Search term "wherever": please copy every line of the records below that contains it.

::: THE RECORDS :::

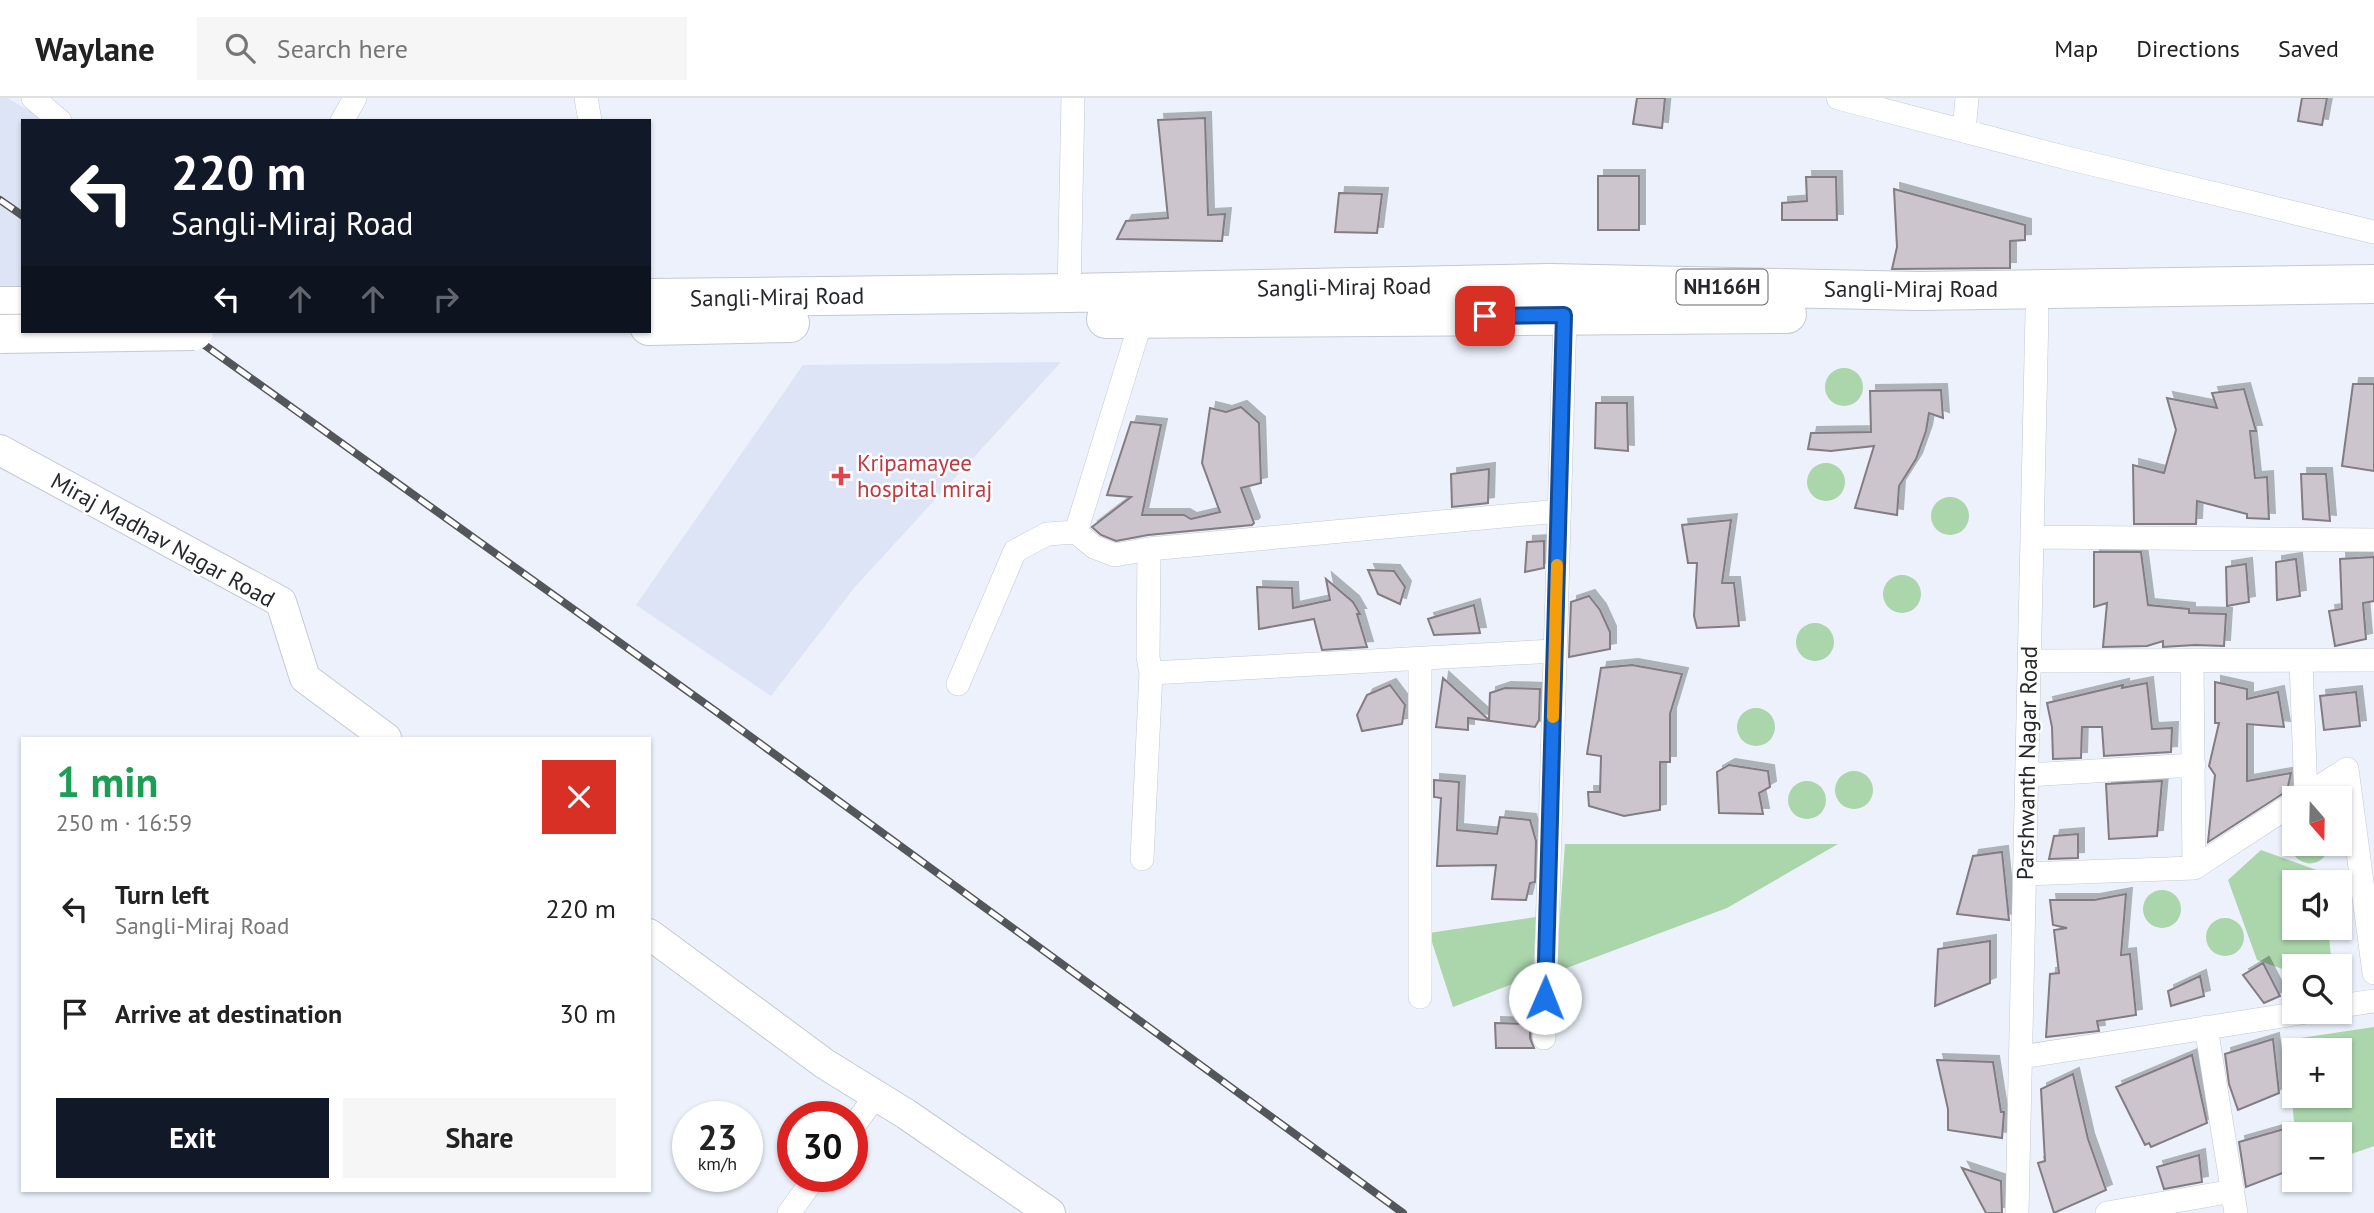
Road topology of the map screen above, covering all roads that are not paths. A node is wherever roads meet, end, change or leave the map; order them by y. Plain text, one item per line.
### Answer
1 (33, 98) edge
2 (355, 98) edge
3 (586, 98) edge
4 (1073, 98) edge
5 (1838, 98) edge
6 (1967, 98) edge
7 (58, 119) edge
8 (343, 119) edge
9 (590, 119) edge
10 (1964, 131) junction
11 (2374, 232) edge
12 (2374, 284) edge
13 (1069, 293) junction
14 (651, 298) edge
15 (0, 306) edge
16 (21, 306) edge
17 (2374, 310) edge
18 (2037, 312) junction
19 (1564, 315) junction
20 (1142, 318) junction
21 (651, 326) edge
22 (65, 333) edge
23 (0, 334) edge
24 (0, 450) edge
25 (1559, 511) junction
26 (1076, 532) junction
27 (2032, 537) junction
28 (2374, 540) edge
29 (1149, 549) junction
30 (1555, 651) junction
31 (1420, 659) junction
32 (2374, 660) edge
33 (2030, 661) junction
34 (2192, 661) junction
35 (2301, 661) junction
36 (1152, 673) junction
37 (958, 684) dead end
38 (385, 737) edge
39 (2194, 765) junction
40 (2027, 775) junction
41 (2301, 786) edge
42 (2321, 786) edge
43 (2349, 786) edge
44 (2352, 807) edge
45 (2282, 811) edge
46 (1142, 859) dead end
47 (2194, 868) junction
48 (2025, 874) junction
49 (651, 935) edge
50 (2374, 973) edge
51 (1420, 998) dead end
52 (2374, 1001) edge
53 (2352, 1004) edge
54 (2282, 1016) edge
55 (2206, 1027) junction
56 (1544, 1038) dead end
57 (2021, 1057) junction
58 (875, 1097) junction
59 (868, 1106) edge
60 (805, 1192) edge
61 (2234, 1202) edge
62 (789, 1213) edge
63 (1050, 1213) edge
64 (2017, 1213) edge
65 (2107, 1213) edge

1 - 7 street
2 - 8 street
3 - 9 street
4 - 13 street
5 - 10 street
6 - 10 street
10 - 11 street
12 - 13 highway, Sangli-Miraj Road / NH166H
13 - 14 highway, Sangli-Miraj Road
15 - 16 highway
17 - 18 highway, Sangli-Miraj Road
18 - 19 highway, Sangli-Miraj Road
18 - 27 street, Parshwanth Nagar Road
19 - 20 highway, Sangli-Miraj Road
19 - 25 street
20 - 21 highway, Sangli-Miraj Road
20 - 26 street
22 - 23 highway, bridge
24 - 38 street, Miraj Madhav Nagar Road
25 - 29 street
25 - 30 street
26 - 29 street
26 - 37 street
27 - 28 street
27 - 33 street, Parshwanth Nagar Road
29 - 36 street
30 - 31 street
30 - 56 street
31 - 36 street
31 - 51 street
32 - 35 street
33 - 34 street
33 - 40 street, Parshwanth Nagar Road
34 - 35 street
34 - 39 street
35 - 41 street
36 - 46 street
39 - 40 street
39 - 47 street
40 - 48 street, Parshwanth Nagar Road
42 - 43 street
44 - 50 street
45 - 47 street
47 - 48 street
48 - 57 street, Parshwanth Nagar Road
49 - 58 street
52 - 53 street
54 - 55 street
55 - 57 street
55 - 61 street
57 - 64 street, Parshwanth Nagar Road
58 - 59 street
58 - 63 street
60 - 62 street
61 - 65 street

:::
::: THE RECORDS :::

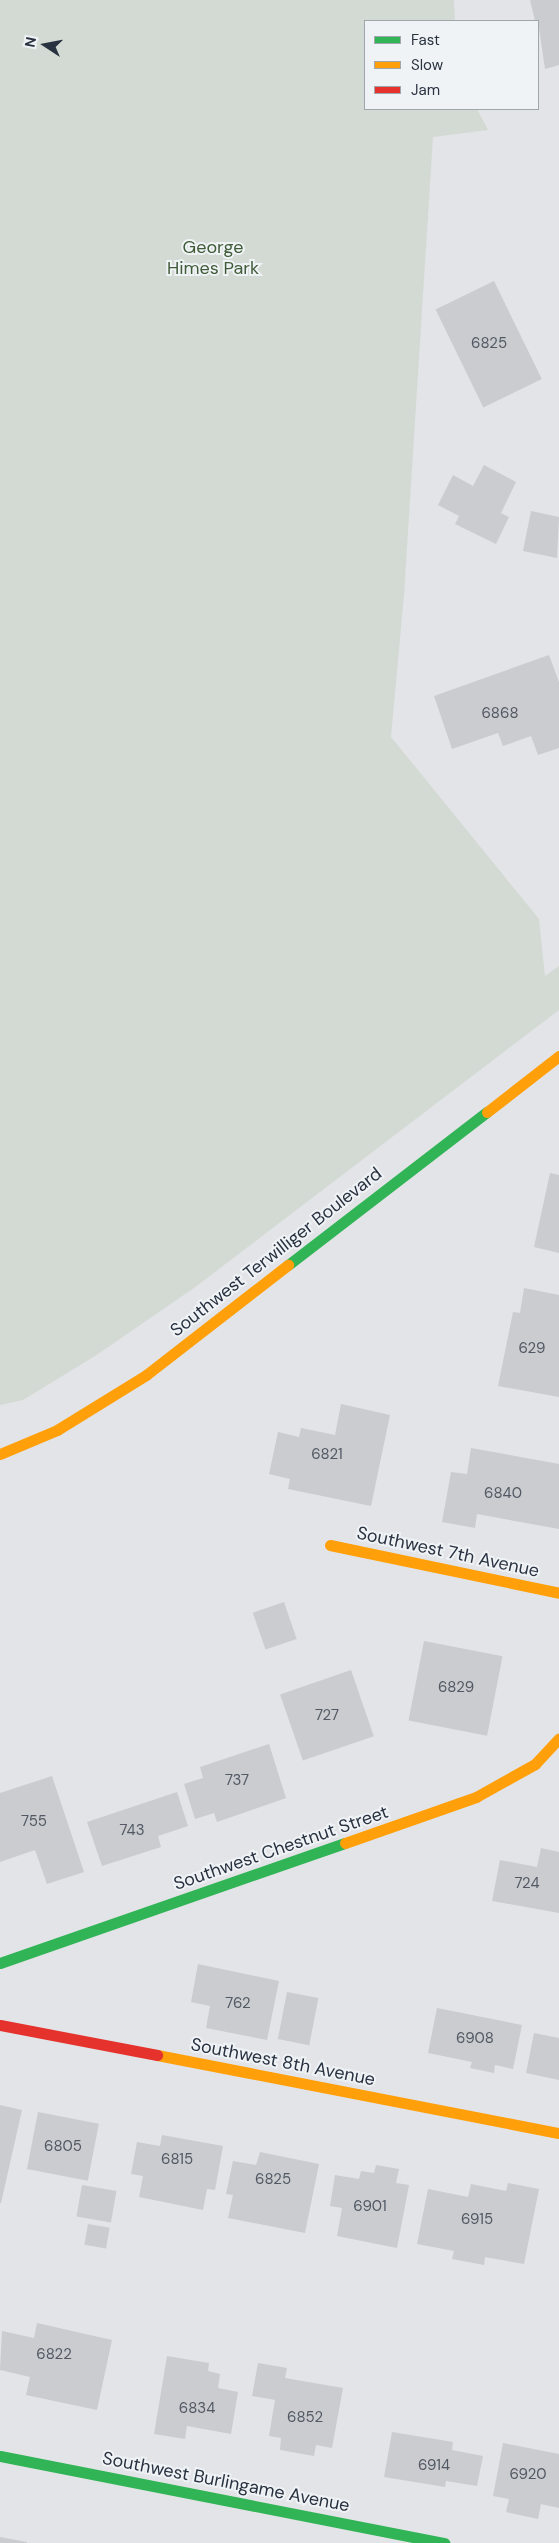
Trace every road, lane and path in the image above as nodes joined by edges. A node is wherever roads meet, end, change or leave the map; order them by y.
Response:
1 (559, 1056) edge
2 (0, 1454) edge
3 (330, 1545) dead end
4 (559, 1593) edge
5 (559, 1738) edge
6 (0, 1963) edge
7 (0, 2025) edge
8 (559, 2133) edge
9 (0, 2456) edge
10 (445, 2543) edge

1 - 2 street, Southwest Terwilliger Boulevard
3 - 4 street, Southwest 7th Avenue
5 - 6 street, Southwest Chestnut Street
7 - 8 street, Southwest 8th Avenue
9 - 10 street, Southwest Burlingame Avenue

:::
::: THE RECORDS :::

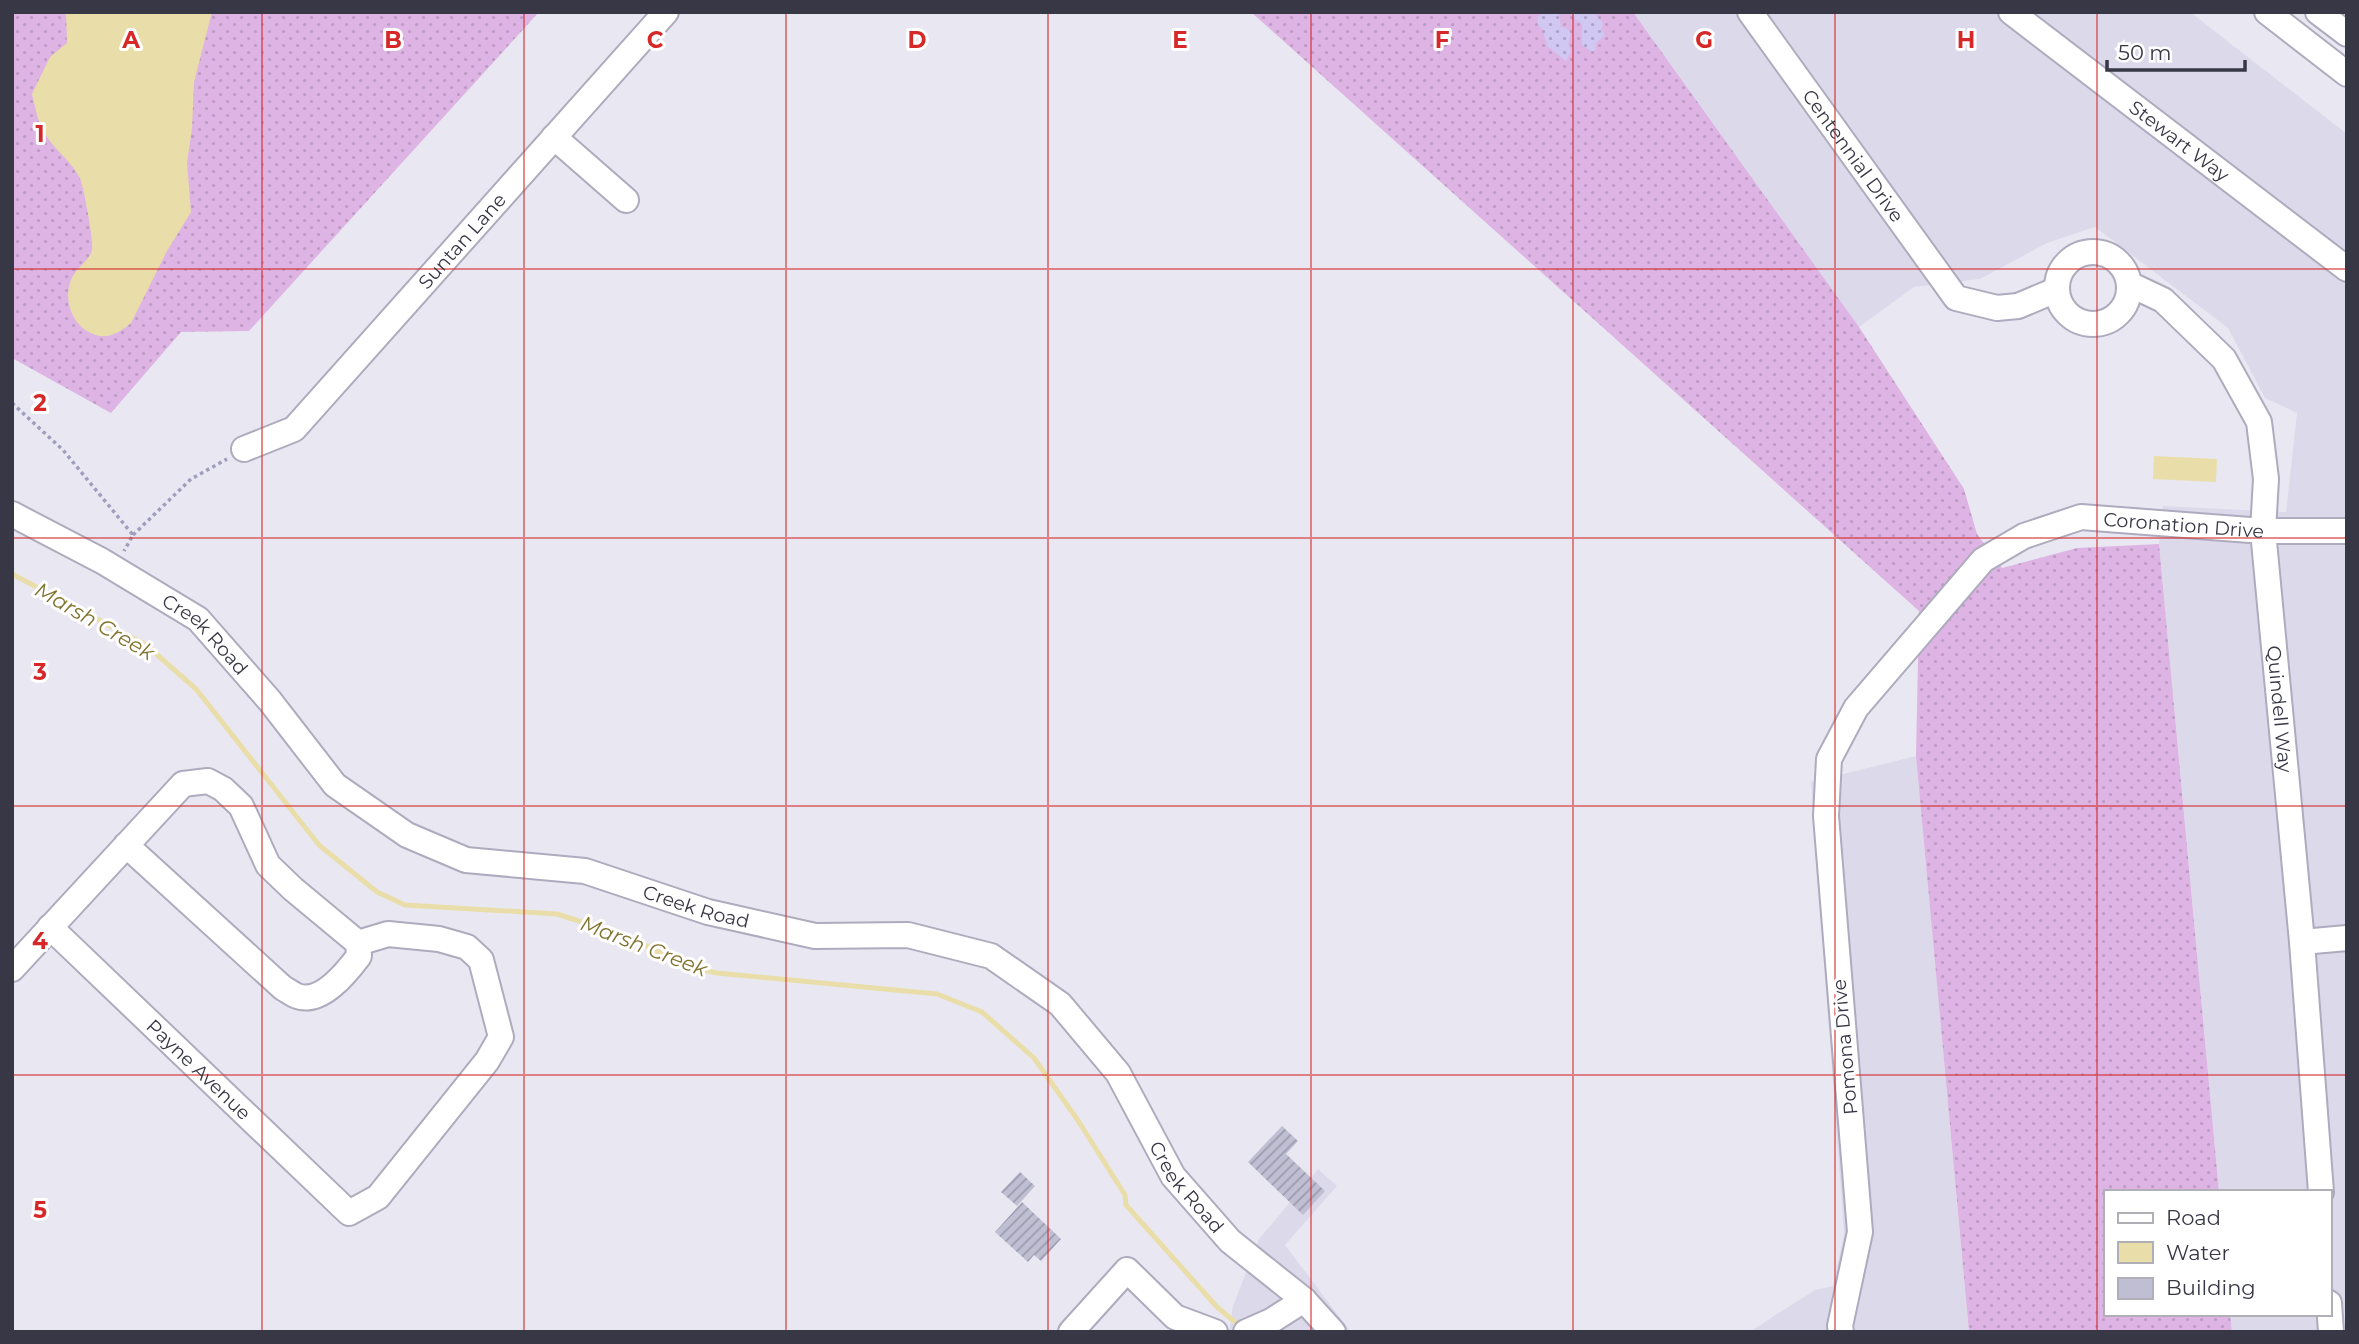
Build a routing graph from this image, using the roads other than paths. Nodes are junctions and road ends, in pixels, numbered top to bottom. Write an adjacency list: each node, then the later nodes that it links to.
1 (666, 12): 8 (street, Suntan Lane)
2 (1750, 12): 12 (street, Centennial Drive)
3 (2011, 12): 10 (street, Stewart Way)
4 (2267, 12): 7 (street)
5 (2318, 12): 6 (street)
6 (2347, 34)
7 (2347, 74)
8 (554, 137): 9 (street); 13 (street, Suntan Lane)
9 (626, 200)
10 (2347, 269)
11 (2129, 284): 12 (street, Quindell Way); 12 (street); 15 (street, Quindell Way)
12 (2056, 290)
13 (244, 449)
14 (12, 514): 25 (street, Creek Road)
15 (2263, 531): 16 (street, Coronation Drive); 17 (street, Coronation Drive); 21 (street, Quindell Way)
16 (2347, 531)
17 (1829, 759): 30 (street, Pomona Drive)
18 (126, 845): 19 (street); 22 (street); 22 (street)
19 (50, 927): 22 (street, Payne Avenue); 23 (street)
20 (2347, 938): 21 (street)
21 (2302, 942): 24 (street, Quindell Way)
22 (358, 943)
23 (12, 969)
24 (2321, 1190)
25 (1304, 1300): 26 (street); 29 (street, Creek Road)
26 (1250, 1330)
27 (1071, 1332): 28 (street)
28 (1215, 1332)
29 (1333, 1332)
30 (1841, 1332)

:::

RESULT FOR THIS EXERCISE |
Road topology of the map screen above, covering all roads that are not paths. A node is wherever roads meet, end, change or leave the map; order them by y. Plain text, one item per line.
Trace every road, lane and path in the image above as nodes joined by edges. A node is wherever roads meet, end, change or leave the map; order them by y.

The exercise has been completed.